The Building

 
- Imitation

"The meaning of Aristotle is clear. What he wishes to show is that the artist imitates things as they ought to be (and therefore not necessarily as they are). What is more, he imitates no physical objects as such but 'things' in so far as they are the vehicles of an essential significance to him. It is in this sense that we can say that the Aristotlian concept of mimesis shows the way in which the world is true for us."

Dimitri Porphyrios2

What passes as architectural criticism these days is a series of elaborations on impressions. Substantive issues such as social dispersion and energy waste hardly raises a whisper in the self annoint circles of the design elitè. Objectivity only exists at the level of political exigencies operating inside cultural bureaucracies. And since we no longer need to agree on formalist nor moral values, what is "true" has become a matter of choice, but nonetheless creative tendencies can still be observed and what motivates designers can still be questioned.

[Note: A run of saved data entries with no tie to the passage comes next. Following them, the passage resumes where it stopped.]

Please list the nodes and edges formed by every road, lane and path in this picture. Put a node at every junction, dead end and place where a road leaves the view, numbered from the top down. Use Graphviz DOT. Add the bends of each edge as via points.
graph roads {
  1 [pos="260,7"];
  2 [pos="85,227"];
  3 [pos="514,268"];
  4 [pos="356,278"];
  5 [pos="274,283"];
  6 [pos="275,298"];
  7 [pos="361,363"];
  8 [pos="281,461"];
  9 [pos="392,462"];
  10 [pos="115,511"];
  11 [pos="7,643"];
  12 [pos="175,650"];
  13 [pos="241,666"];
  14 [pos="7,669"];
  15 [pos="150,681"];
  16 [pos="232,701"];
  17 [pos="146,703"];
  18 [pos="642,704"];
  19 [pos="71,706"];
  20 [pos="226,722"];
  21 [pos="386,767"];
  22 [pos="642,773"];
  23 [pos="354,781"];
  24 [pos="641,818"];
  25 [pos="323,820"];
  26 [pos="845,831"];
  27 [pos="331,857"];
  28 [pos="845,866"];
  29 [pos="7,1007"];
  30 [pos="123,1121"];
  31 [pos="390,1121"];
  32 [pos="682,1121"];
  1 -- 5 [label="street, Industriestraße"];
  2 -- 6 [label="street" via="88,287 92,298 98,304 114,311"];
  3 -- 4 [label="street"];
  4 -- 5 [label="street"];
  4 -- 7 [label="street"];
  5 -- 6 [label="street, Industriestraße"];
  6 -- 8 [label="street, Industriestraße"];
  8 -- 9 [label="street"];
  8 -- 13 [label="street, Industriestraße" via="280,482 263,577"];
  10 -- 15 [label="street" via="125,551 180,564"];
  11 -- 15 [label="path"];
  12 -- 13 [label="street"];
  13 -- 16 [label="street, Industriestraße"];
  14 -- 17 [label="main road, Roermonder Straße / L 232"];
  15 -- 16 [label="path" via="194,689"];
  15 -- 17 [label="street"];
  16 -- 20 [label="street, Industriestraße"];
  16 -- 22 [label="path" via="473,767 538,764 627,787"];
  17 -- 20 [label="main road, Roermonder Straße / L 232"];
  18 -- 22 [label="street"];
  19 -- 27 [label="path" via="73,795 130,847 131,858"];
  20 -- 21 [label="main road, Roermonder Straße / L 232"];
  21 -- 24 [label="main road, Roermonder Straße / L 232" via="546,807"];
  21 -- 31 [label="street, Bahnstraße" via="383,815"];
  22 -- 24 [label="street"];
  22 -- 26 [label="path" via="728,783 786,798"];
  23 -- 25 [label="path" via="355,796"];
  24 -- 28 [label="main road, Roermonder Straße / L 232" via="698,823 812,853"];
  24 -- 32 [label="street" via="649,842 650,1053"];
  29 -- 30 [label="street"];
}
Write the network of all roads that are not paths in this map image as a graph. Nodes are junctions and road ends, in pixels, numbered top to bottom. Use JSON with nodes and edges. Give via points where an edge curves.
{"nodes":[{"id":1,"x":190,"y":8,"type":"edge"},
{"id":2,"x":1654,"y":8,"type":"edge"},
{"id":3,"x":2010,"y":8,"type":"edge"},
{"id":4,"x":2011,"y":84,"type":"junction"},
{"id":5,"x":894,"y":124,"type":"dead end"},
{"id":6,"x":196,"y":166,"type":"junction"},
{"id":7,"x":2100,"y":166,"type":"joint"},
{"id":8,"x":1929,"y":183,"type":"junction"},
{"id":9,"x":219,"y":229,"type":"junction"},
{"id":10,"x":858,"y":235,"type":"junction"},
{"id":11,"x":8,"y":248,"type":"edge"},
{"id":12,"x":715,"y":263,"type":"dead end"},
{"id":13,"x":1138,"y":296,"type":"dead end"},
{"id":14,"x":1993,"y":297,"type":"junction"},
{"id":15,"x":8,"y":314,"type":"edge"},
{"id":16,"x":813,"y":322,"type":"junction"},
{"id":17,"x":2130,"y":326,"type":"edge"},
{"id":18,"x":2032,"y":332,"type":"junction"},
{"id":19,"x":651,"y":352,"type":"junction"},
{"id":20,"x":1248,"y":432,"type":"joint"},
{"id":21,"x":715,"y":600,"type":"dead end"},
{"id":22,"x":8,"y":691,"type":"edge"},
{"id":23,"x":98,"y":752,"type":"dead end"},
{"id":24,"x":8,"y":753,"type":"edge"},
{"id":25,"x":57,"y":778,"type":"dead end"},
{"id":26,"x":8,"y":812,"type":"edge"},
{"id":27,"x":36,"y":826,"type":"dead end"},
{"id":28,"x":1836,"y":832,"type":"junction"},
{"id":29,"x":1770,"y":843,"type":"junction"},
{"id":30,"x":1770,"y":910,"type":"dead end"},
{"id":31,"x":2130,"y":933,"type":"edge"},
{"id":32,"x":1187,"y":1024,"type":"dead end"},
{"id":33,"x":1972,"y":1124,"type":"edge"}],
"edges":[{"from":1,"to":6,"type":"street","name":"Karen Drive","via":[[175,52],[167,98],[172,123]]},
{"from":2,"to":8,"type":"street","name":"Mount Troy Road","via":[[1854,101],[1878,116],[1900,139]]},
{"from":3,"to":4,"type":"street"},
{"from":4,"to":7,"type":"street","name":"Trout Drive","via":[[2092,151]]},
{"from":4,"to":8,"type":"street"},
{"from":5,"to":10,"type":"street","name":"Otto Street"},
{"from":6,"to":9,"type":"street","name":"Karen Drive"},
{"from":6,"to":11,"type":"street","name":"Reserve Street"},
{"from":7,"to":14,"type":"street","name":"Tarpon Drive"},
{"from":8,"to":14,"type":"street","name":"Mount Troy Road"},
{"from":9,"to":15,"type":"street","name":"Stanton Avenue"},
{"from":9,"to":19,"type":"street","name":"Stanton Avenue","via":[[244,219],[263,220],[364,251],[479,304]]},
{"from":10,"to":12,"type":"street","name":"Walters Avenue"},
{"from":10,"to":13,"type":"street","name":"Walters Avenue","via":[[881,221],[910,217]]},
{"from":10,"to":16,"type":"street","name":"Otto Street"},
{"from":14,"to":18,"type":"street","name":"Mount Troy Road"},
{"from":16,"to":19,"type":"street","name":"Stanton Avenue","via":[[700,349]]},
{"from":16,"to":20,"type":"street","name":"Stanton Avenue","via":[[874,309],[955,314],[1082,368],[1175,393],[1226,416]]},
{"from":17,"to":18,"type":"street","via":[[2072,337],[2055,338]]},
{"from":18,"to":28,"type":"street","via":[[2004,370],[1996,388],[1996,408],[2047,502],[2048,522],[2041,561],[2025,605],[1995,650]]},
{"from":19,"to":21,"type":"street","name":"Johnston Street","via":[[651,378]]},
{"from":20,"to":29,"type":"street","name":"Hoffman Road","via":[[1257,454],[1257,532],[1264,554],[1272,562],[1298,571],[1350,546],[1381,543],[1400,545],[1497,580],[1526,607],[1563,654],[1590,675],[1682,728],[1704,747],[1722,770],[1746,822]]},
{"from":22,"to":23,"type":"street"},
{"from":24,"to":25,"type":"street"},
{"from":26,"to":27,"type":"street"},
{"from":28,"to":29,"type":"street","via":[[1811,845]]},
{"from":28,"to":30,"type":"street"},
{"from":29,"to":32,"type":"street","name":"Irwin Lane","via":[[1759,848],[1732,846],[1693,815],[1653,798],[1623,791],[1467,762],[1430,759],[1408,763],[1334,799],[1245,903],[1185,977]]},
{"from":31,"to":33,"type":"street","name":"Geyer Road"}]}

The juxtaposition of glass and metal is very prevalent in modern construction lending a monolithic sameness to modern urban landscapes. What interests me about this is how modern design solutions are actually quite predictable. Despite the self-avowal of creative originality, modern design operates inside a very narrow range of a codified methodology using a very limited set of expressive possibilities. Every design has the feeling of being a cloned cousin of some other. It is ironical that modern design promotes itself in the name of innovation because in practice, it is totally imitative, no longer in the sense of the quoted mimesis, but mimicking of each others designs, striving for "one-upmanship" and singularly self-absorbed despite the bountiful availability of possible idiomatic associations and substantial debts to each other's works at the conceptual level.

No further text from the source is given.